Digby, which takes a commission on all items sold through the service, eases the checkout process by allowing users to store their credit-card information on their phones.
Barriers such as handset limitations and consumers' relatively low rates of adoption of mobile Internet services have prevented wireless carriers, who have extraordinary control over the types of services consumers can easily access on their phones, from investing heavily in the market.
Carriers have generally preferred to be involved in billing customers for mobile media content like ringtones, for example, because it allows them to take a healthy cut of the transactions. But they will have to accept processing payments through credit cards and PayPal accounts if they want to make the mobile-shopping experience as much like shopping on a PC as possible. Sprint declined to comment on whether it will get any direct revenue from sales, saying it hopes to capitalize on interest in mobile shopping by signing up more subscribers for data plans.
But new payment services and the growing adoption of other mobile Internet services such as music and video are causing carriers to take the market more seriously. Thom Russell, director of business development for consumer products at Verizon Wireless, says the carrier sees potential in a variety of approaches to mobile commerce, from mobile-phone coupons and promotions to handsets that double as credit cards. Such experimentation is more possible now than a few years ago, he said, because "our customers are getting much more technically savvy about the things that can happen on a phone," he says.
AT&T Inc., meanwhile, conducted a trial earlier this year in which users were able to wave their phones over MasterCard PayPass systems in restaurants and other locations to make purchases that were charged to their credit cards. A spokesman for AT&T said the trial went well but the company hasn't announced plans to roll out the technology nationwide.

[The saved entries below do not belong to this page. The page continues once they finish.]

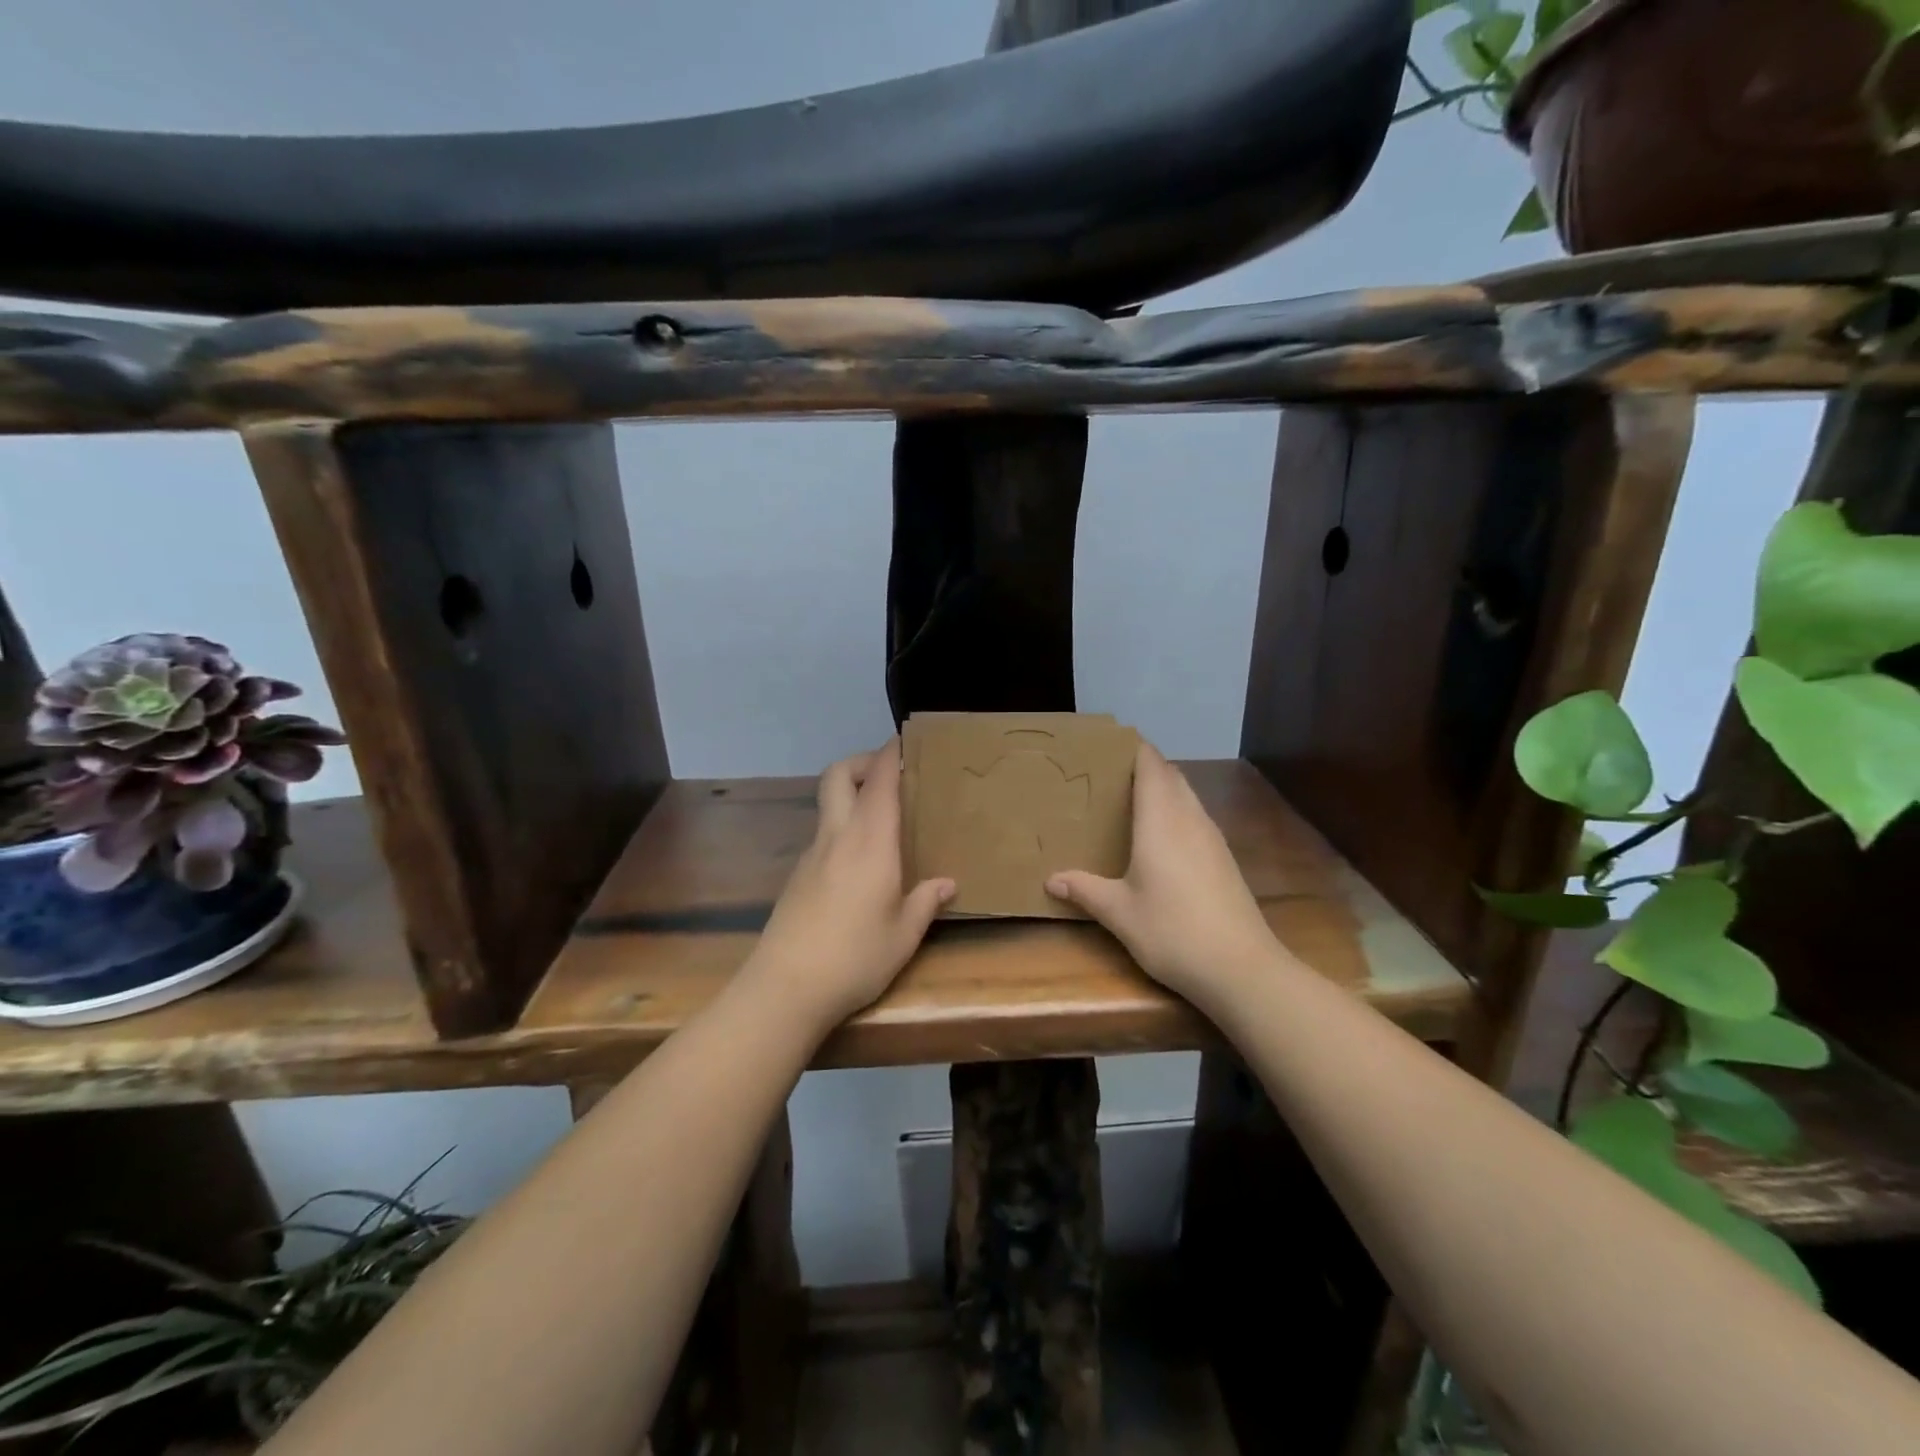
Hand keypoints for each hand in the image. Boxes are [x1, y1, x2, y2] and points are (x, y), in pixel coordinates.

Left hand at [744, 739, 954, 1028]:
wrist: (785, 988)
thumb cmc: (855, 958)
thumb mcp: (904, 935)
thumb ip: (925, 902)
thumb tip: (947, 883)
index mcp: (870, 842)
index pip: (879, 781)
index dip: (890, 754)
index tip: (905, 741)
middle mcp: (838, 837)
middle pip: (838, 775)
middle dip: (861, 762)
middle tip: (889, 775)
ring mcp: (812, 855)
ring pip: (827, 803)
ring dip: (850, 794)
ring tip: (882, 820)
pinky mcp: (797, 876)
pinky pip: (823, 834)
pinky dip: (842, 828)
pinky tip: (859, 863)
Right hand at [1046, 741, 1280, 1003]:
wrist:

By 2011, the total transaction value of mobile payments is forecast to reach $22 billion world-wide, according to Juniper Research, up from just $2 billion at the end of 2007. While the bulk of the transactions still happen in markets like Asia, where cellphones are more advanced, demand in
"Mobile phones are a great on-ramp to buying all kinds of goods and services on the Internet," says Anil Malhotra, senior vice president of alliances and marketing for Bango, a United Kingdom-based firm that processes mobile transactions for carriers and helps companies develop mobile Web sites. Initially, products like flowers and small gifts might be the most popular mobile commerce purchases, Mr. Malhotra says. But over time, he expects the lines between shopping online via a PC and a cellphone will blur.
Many consumers, though, remain unconvinced. While trying to purchase a DVD from a mobile version of Amazon recently, 27-year-old Serene Hammond of Washington, D.C., was hit with multiple error messages and quickly gave up. "It is a useless technology," says Ms. Hammond, who works for a pharmaceutical company and says she doesn't see the urgency of shopping from a phone when she is regularly around a computer. An Amazon spokesman said he looked into the complaint and that "everything is working just fine."
Still, companies believe that demand for on-the-fly purchases will grow as the process becomes easier and are trying to make it so. 2B Wireless Inc.'s mShopper, which powers the new service from Sprint, reformats product listings so they render well on the mobile screen, reducing photo sizes and reducing extraneous text. The company also offers access to live customer-service agents.